Edvard Schiffauer was born in Ostrava in the Protectorate of Bohemia and Moravia (now the Czech Republic) in an educated upper-middle-class family. However, the family's quality of life degraded after the communist 1948 Czechoslovak coup d'état. In 1960, Schiffauer started his studies at the Technical University of Ostrava, which he discontinued, instead completing his master's degree at the Pedagogical Institute of the University of Ostrava in 1964. He also began studying musical composition in the Academy of Performing Arts in Prague.

In 1961, Schiffauer and other students established the theatre Divadélko Pod okapem (Little Theatre under the Gutter), which became an Ostrava equivalent of the Semafor Theatre, in Prague. Furthermore, he was involved in the foundation of the Divadlo Waterloo (Waterloo Theatre), where his musical Syn Pluku (Son of the Regiment) was performed in 1968. Later, the Waterloo Theatre was banned by authorities in the normalization era in Czechoslovakia, and a large-scale court trial against those involved in the theatre and specifically in this musical's production was held.

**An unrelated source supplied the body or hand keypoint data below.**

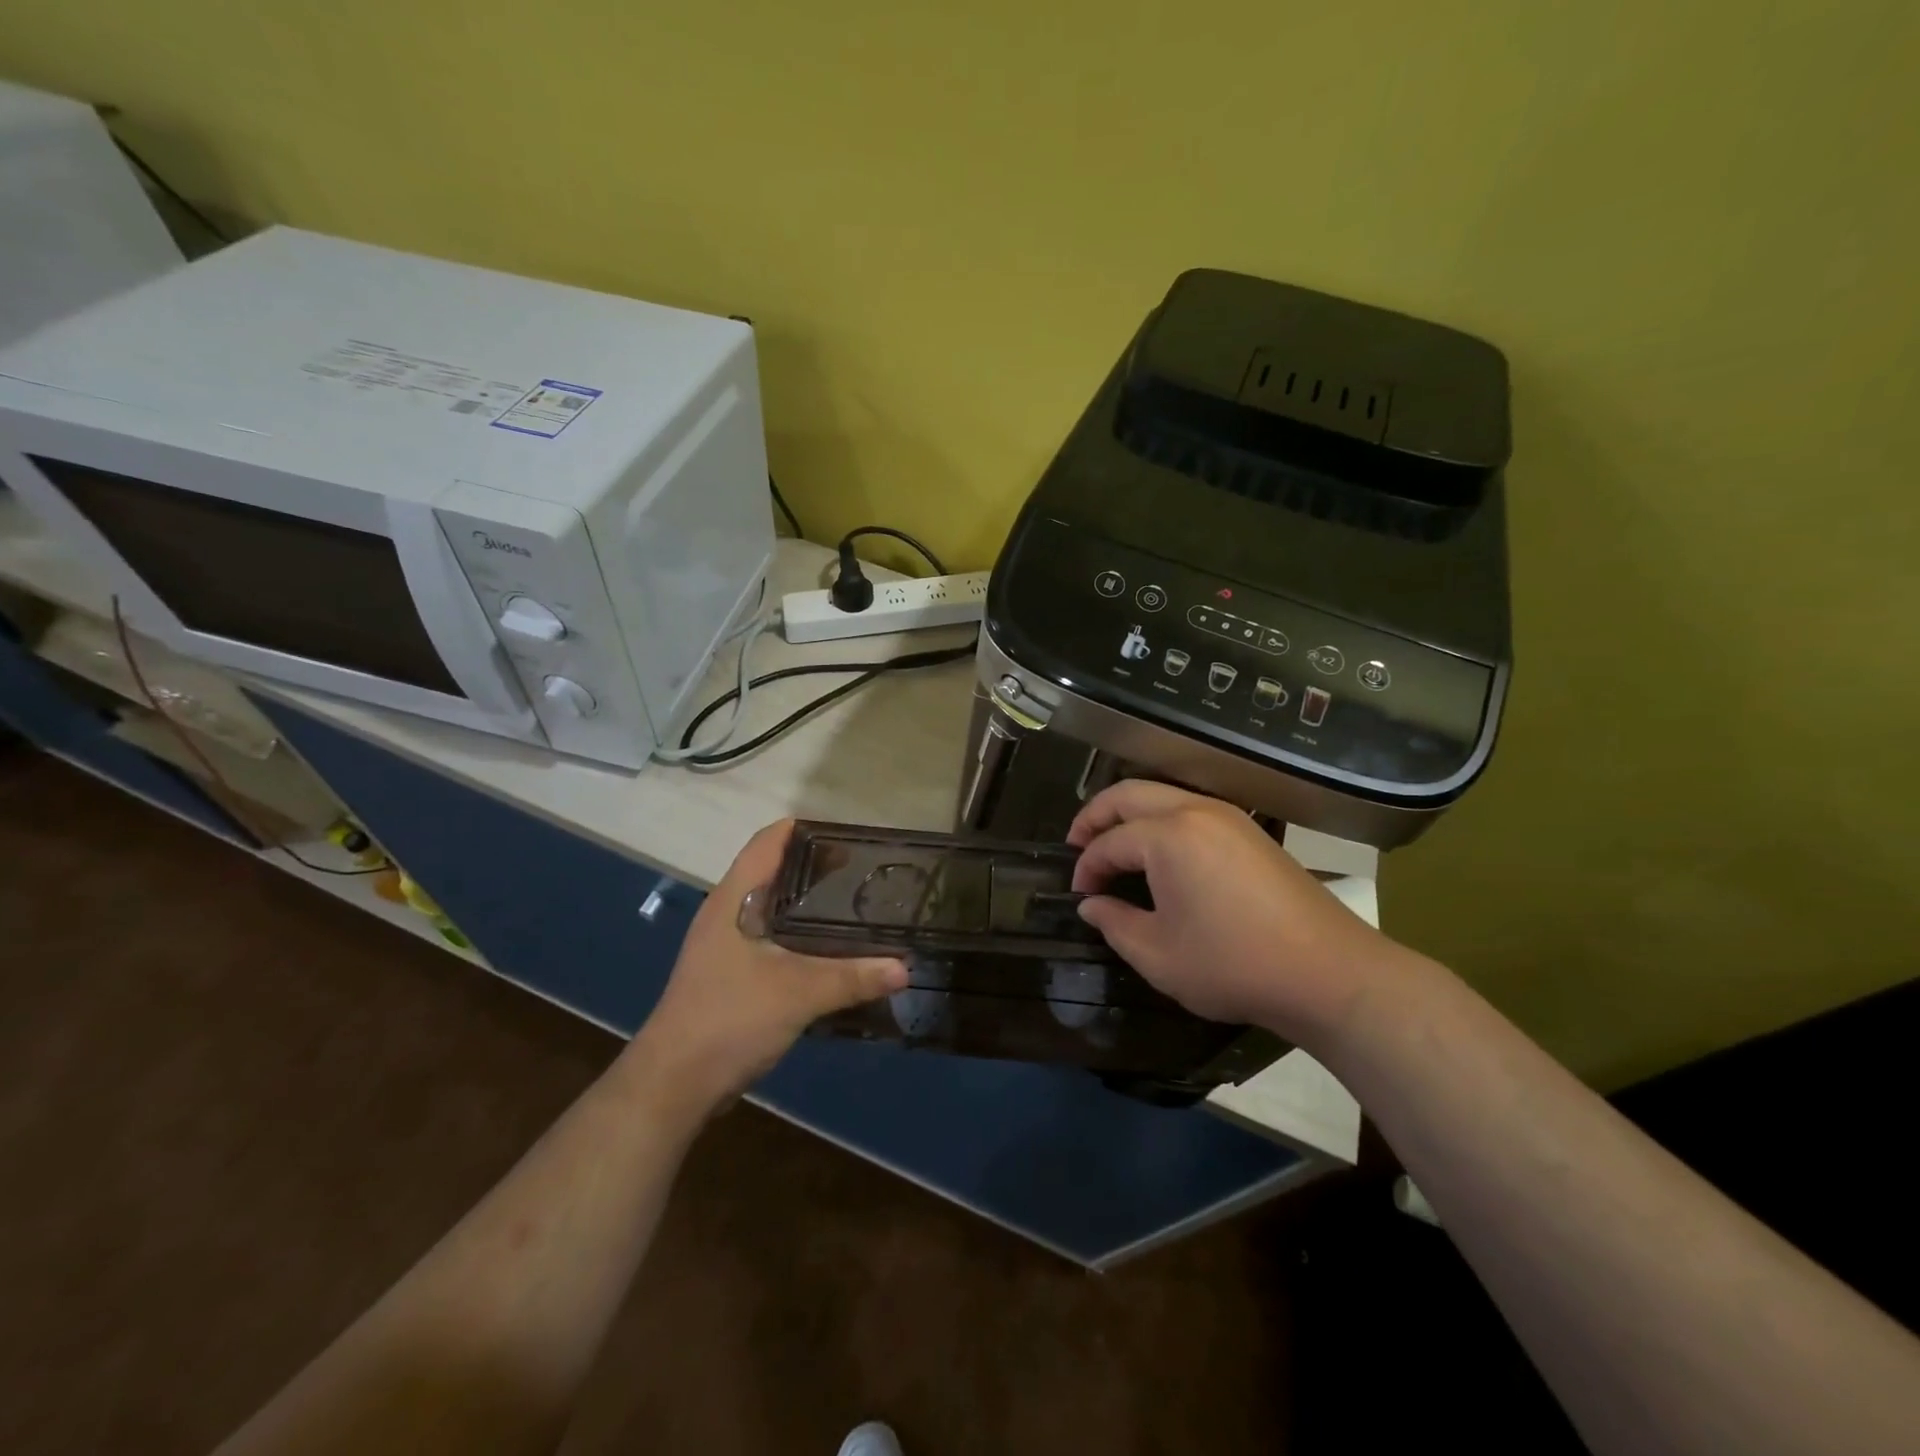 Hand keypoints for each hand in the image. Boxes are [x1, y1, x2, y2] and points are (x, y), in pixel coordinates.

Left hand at [630, 820, 906, 1110]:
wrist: (673, 1084)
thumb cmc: (729, 1019)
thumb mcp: (798, 994)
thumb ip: (853, 977)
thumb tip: (904, 967)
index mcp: (733, 900)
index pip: (767, 842)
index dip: (803, 829)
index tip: (847, 833)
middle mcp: (726, 913)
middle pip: (773, 872)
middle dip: (815, 867)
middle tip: (863, 870)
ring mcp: (725, 945)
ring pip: (772, 908)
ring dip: (808, 904)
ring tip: (853, 905)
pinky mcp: (730, 975)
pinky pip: (771, 938)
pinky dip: (800, 935)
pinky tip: (829, 949)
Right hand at [1067, 781, 1408, 1044]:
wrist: (1328, 972)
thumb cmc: (1233, 965)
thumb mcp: (1158, 955)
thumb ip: (1114, 924)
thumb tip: (1091, 905)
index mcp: (1168, 836)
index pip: (1109, 842)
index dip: (1086, 868)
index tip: (1077, 895)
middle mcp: (1195, 811)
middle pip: (1130, 794)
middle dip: (1095, 816)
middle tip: (1077, 845)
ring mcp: (1228, 816)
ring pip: (1162, 794)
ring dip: (1130, 813)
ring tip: (1113, 844)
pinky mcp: (1250, 831)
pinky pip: (1190, 808)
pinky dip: (1161, 820)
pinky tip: (1159, 852) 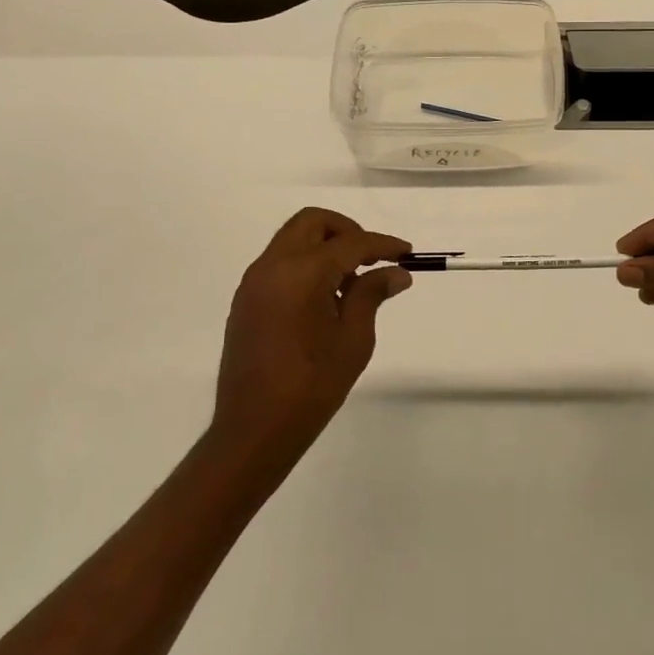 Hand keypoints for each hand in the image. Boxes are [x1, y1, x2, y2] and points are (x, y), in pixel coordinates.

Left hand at [211, 208, 412, 467]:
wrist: (253, 431)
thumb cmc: (311, 387)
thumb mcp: (353, 340)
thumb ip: (371, 295)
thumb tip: (395, 272)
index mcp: (301, 273)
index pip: (350, 242)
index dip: (382, 244)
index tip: (407, 253)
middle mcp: (272, 266)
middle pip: (313, 223)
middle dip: (347, 231)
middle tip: (372, 258)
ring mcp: (254, 282)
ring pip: (293, 240)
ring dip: (325, 247)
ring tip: (351, 283)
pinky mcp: (246, 300)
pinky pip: (280, 263)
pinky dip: (305, 264)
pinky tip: (325, 298) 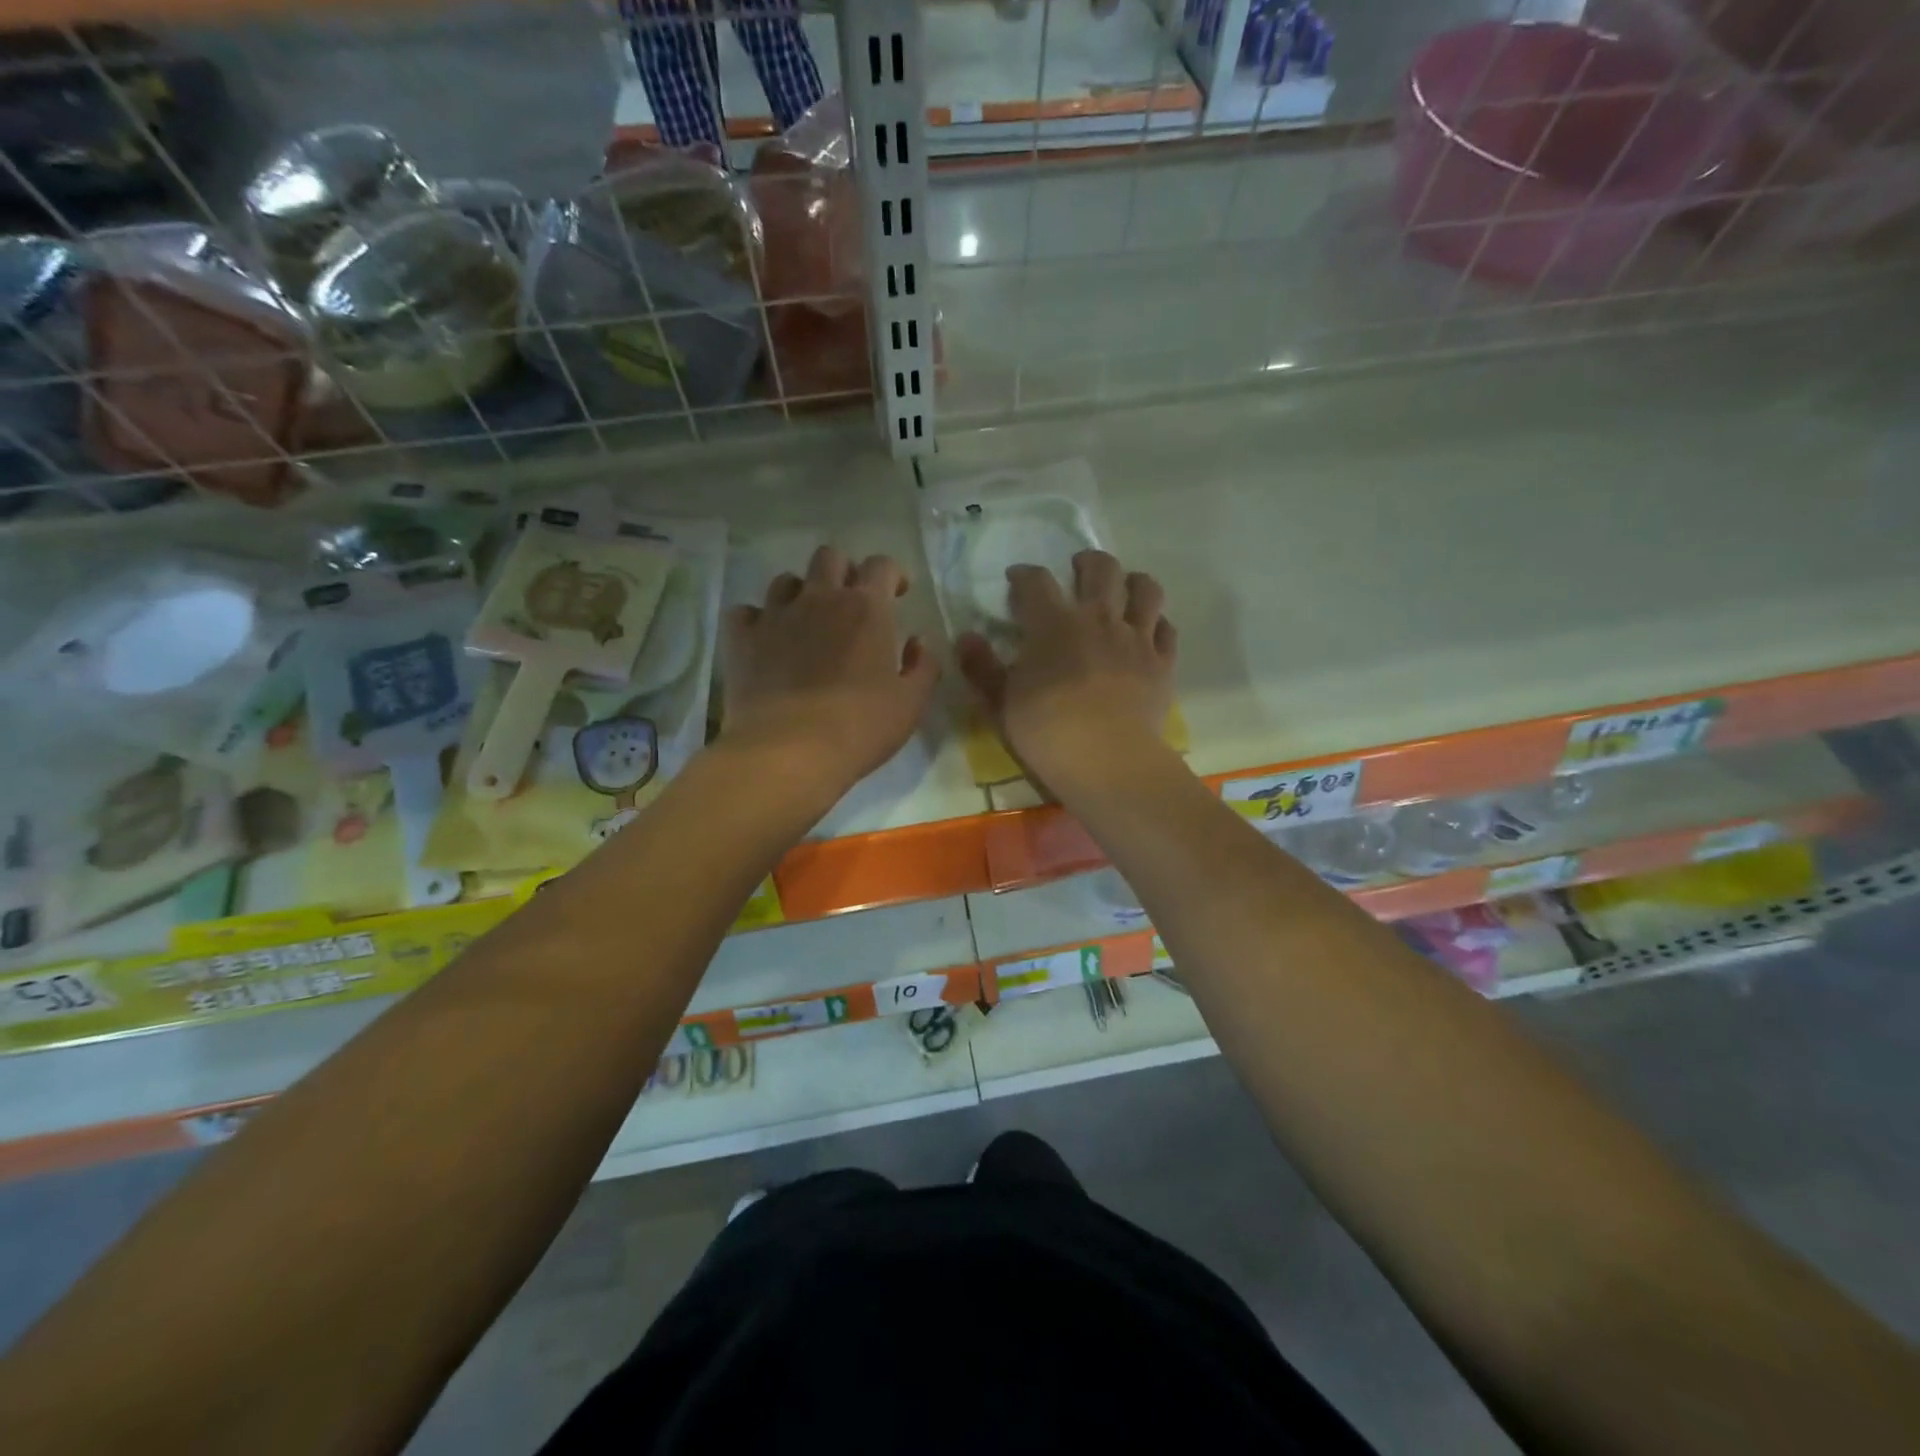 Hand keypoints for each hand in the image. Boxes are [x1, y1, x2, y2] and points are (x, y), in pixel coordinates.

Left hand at [720, 545, 939, 799]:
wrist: (790, 750)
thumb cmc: (861, 726)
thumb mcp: (911, 703)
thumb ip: (923, 667)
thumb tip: (918, 643)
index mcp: (866, 608)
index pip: (881, 565)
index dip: (891, 574)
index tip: (896, 594)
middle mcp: (819, 598)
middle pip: (829, 557)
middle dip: (843, 571)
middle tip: (850, 602)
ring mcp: (776, 615)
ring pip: (785, 580)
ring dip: (800, 593)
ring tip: (806, 621)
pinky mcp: (742, 639)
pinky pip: (745, 612)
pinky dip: (756, 621)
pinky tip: (765, 641)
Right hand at [956, 550, 1176, 792]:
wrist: (1108, 761)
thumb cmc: (1046, 732)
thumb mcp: (1000, 703)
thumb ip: (981, 667)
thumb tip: (965, 637)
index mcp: (1054, 624)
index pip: (1037, 581)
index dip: (1024, 574)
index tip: (1016, 578)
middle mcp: (1099, 619)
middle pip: (1101, 569)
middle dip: (1087, 562)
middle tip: (1078, 569)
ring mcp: (1137, 639)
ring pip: (1145, 590)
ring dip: (1132, 582)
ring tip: (1124, 588)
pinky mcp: (1162, 663)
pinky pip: (1167, 629)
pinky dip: (1157, 623)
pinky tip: (1149, 630) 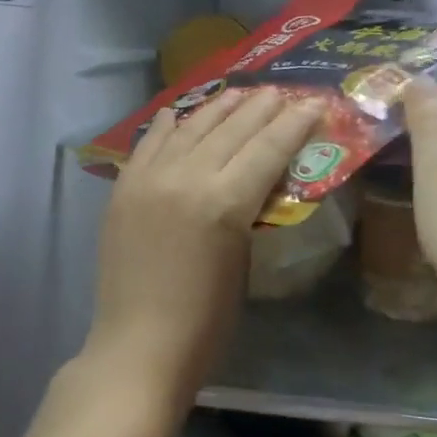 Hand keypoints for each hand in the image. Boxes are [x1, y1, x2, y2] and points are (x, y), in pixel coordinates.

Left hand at [82, 88, 321, 411]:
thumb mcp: (243, 261)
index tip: (312, 102)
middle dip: (261, 107)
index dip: (293, 123)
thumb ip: (249, 210)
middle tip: (282, 91)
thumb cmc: (205, 321)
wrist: (139, 345)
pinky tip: (179, 112)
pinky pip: (148, 144)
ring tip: (240, 92)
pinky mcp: (124, 188)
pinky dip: (168, 126)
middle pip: (231, 129)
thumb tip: (257, 179)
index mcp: (224, 202)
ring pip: (190, 128)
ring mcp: (149, 179)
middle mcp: (186, 177)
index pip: (267, 148)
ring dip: (218, 108)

As a result, Schiffauer was expelled from the Academy of Performing Arts and sentenced to nine months of imprisonment.

He served his sentence in the prison in Plzeň-Bory, where he drafted early versions of his children's opera Vrať nám, ptáku, hastrmana (Bring us Hasterman back, Bird) with author Ivan Binar, his friend and later Charter 77 signatory. Schiffauer was employed as a coal mine worker and was permanently interrogated by the State Security Police throughout the normalization era. This experience was briefly summarized by Schiffauer in an interview published on YouTube in February 2019.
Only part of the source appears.